# EXPLORATORY DATA ANALYSIS (EDA)

Basic chart types
Now that we have loaded and had a first look at the data, let's get to work making some charts.

There are enumerable chart types that are used for data exploration. In this tutorial we focus on the most used chart types:

Scatter plot
Line plots
Bar plots
Histograms
Box plots
Kernel Density Estimation Plots
Violin plots
Scatter plots
Scatter plots show the relationship between two variables in the form of dots on the plot. In simple terms, the values along a horizontal axis are plotted against a vertical axis.

Scatter plots with Matplotlib
Matplotlib is at the base of most Python plotting packages. Some basic understanding of Matplotlib will help you achieve better control of your graphics.

Let's start by making a simple scatter plot. Our recipe is simple:

Import Matplotlib.pyplot
Use the plot method.
Specify the values to plot on the x and y axes.
Specify that we want green dots using a type of 'go'. If you do not specify a type, you will get a line plot which is the default.
Exectute the code in the cell below to create a scatter plot of record id and report year.

Note: The IPyhon magic command %matplotlib inline enables the display of graphics inline with the Python code. If you do not include this command your graphs will not be displayed.


In [1]:
import pandas as pd
import matplotlib.pyplot as plt
%matplotlib inline 

In [2]:
df = pd.read_csv('fuel_dataset.csv')

In [3]:
# df['fuel_qty_burned'] = df['fuel_qty_burned'].astype(str)

In [4]:
# df.dtypes

In [5]:
# astype(int('fuel_qty_burned'))

In [6]:
df.head()

Unnamed: 0,record_id,utility_id_ferc1,report_year,plant_name_ferc1,fuel_type_code_pudl,fuel_unit,fuel_qty_burned,fuel_mmbtu_per_unit,fuel_cost_per_unit_burned,fuel_cost_per_unit_delivered,fuel_cost_per_mmbtu
0,f1_fuel_1994_12_1_0_7,1,1994,rockport,coal,ton,5377489.0,16.59,18.59,18.53,1.121
1,f1_fuel_1994_12_1_0_10,1,1994,rockport total plant,coal,ton,10486945.0,16.592,18.58,18.53,1.12
2,f1_fuel_1994_12_2_0_1,2,1994,gorgas,coal,ton,2978683.0,24.13,39.72,38.12,1.65
3,f1_fuel_1994_12_2_0_7,2,1994,barry,coal,ton,3739484.0,23.95,47.21,45.99,1.97
4,f1_fuel_1994_12_2_0_10,2,1994,chickasaw,gas,mcf,40533.0,1.0,2.77,2.77,2.57


In [None]:
%matplotlib inline
plt.plot(df['record_id'], df['report_year'], 'go')

[<matplotlib.lines.Line2D at 0x28bc0914788>]

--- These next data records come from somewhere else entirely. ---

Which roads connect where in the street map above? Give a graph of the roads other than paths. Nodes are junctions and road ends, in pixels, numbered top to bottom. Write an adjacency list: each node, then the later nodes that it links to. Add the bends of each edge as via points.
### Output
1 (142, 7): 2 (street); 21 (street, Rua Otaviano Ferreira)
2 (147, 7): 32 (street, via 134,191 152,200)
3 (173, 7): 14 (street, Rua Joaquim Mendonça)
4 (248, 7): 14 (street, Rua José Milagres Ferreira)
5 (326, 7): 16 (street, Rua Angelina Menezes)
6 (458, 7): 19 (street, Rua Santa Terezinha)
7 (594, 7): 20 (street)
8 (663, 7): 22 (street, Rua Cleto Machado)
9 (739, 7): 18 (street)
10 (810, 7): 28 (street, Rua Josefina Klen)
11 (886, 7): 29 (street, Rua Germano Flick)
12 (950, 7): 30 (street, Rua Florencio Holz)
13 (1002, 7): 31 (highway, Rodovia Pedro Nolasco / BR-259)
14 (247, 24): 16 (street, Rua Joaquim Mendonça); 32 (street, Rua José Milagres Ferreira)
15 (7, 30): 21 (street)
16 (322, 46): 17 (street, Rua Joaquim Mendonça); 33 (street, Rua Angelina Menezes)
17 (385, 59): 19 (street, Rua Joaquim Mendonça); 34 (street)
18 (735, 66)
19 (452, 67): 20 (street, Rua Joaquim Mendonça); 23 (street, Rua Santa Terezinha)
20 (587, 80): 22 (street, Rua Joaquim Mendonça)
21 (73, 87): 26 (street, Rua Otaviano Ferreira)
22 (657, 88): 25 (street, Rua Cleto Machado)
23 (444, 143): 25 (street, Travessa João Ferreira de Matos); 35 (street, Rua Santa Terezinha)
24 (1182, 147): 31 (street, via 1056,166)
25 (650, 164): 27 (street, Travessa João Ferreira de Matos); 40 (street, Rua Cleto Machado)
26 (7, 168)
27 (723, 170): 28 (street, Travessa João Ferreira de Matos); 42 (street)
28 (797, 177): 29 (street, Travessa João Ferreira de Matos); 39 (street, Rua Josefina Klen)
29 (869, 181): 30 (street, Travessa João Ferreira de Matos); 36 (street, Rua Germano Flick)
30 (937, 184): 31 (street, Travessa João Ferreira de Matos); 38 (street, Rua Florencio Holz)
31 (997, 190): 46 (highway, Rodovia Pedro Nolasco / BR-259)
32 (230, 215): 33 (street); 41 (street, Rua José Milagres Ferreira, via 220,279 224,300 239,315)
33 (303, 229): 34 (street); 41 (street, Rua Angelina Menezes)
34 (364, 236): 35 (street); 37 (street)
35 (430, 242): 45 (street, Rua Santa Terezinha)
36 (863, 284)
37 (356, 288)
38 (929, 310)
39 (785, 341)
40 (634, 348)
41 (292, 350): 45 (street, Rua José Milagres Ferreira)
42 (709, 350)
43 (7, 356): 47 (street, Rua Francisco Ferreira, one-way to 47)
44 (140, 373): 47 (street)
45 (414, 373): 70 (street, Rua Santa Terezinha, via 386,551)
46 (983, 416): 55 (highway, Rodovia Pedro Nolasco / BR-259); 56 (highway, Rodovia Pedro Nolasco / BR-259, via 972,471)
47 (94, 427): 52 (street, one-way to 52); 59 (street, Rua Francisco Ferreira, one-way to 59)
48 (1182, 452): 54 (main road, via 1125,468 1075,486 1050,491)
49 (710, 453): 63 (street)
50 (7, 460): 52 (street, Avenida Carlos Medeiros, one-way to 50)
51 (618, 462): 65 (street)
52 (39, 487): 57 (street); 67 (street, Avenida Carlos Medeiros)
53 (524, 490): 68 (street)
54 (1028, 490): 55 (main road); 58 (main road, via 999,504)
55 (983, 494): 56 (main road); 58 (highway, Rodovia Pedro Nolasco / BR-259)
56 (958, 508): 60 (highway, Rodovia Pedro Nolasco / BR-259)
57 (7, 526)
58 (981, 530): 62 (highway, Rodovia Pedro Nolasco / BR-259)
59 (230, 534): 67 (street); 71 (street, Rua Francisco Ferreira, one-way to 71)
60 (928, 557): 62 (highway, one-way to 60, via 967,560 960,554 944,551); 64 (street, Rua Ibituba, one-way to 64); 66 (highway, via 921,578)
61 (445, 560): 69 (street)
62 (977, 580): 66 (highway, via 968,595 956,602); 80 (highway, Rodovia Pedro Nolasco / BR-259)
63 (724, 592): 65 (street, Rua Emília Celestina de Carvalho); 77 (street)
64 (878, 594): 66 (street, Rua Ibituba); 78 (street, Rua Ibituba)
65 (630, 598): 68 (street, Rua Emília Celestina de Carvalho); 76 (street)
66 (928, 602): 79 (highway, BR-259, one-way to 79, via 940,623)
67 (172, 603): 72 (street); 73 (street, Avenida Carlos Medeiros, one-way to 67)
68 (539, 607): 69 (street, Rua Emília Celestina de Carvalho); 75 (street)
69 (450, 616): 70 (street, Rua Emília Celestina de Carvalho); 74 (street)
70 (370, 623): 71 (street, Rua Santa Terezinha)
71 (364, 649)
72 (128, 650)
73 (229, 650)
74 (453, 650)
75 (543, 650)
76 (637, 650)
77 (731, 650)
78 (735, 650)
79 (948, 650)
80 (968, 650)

#### Scatter plots with Pandas
While you can create most any visualization using Matplotlib, with enough code, you may want a simpler approach if your data are in a Pandas data frame. The Pandas package contains a number of useful plot methods which operate on data frames. The simple recipe for plotting from Pandas data frames is:

Use the plot method, specifing the kind argument, or use a chart-specific plot method.
Specify the columns with the values for the x and y axes.

In [None]:
df.plot(kind = 'scatter', x = 'fuel_qty_burned', y = 'fuel_cost_per_unit_burned')

In [None]:
fig = plt.figure(figsize=(6, 6)) # define plot area
ax = fig.gca() # define axis                   
df.plot(kind = 'scatter', x = 'report_year', y = 'fuel_qty_burned', ax = ax)
ax.set_title('Scatter plot of fuel_unit vs fuel_qty_burned') # Give the plot a main title
ax.set_xlabel('report_year') # Set text for the x axis
ax.set_ylabel('fuel_qty_burned')# Set text for y axis

In [None]:
# x = list(range(100))
# y = [z * z for z in range(100)]
# t = pd.DataFrame({'x':x, 'y':y})

In [None]:
# fig = plt.figure(figsize=(10, 10)) # define plot area
# ax = fig.gca() # define axis                   
# t.plot(x = 'x', y = 'y', ax = ax) ## line is the default plot type
# ax.set_title('Line plot of x^2 vs. x') # Give the plot a main title
# ax.set_xlabel('x') # Set text for the x axis
# ax.set_ylabel('x^2')# Set text for y axis

#### Bar plots
Bar plots are used to display the counts of unique values of a categorical variable. The height of the bar represents the count for each unique category of the variable.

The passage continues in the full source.